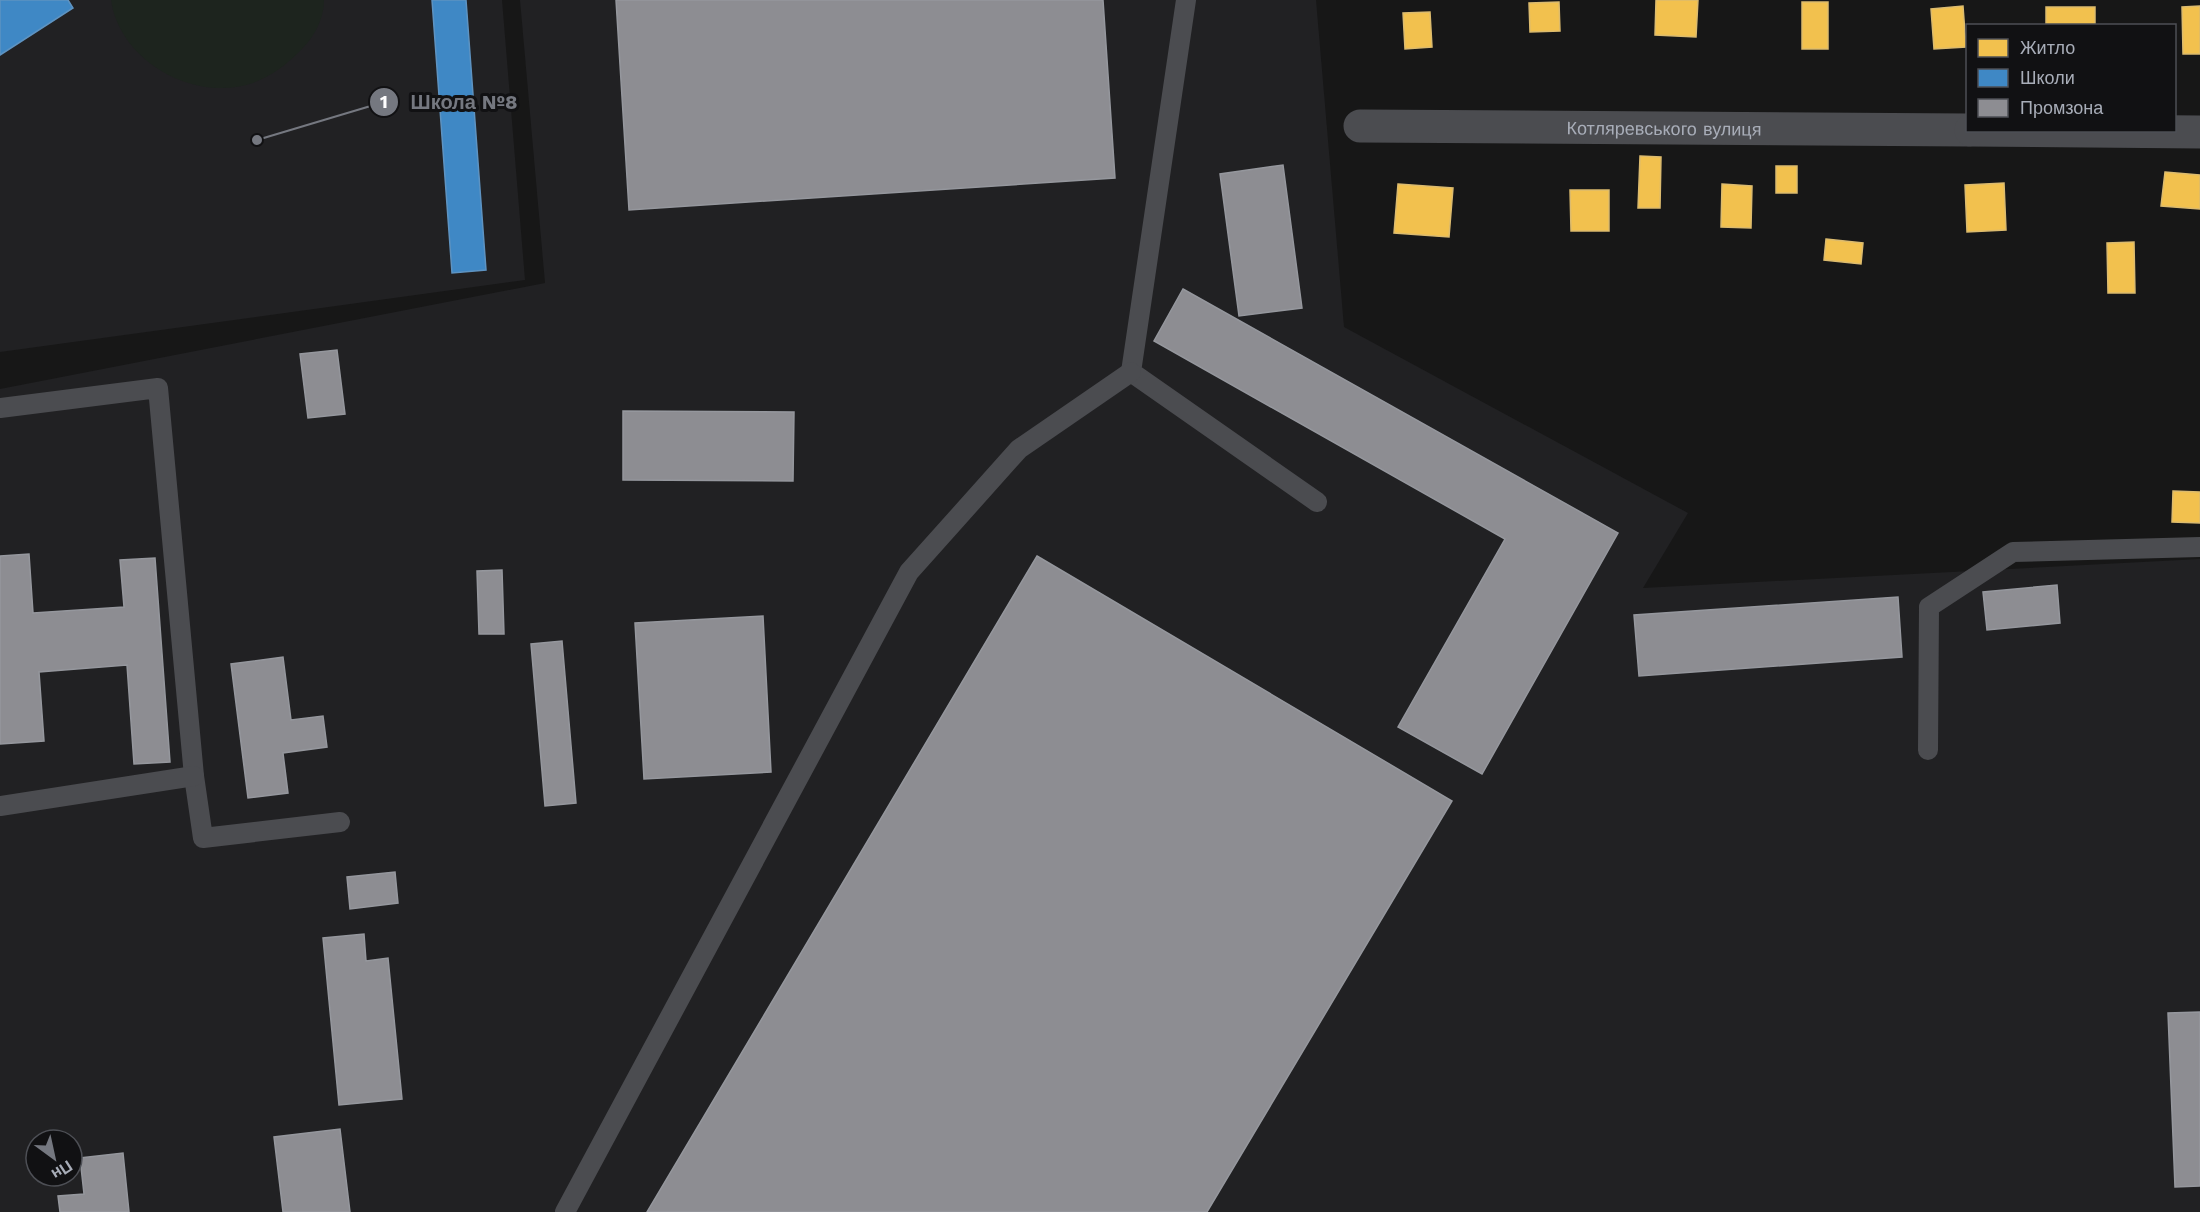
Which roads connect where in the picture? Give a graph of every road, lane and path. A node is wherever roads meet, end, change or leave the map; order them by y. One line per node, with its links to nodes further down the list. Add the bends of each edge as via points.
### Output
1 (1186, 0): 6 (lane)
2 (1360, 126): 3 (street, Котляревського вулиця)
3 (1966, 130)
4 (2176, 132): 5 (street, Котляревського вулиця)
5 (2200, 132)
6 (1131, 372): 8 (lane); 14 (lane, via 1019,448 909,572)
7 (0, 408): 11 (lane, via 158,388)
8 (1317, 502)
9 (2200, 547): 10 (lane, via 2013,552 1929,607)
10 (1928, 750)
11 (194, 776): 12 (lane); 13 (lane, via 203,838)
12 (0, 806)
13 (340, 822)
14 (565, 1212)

=====

Assignment: Output the whole listing again, exactly, without its pictures.

Result of the exercise:
Which roads connect where in the picture? Give a graph of every road, lane and path. A node is wherever roads meet, end, change or leave the map; order them by y. One line per node, with its links to nodes further down the list. Add the bends of each edge as via points.
### Output
1 (1186, 0): 6 (lane)
2 (1360, 126): 3 (street, Котляревського вулиця)
3 (1966, 130)
4 (2176, 132): 5 (street, Котляревського вулиця)
5 (2200, 132)
6 (1131, 372): 8 (lane); 14 (lane, via 1019,448 909,572)
7 (0, 408): 11 (lane, via 158,388)
8 (1317, 502)
9 (2200, 547): 10 (lane, via 2013,552 1929,607)
10 (1928, 750)
11 (194, 776): 12 (lane); 13 (lane, via 203,838)
12 (0, 806)
13 (340, 822)
14 (565, 1212)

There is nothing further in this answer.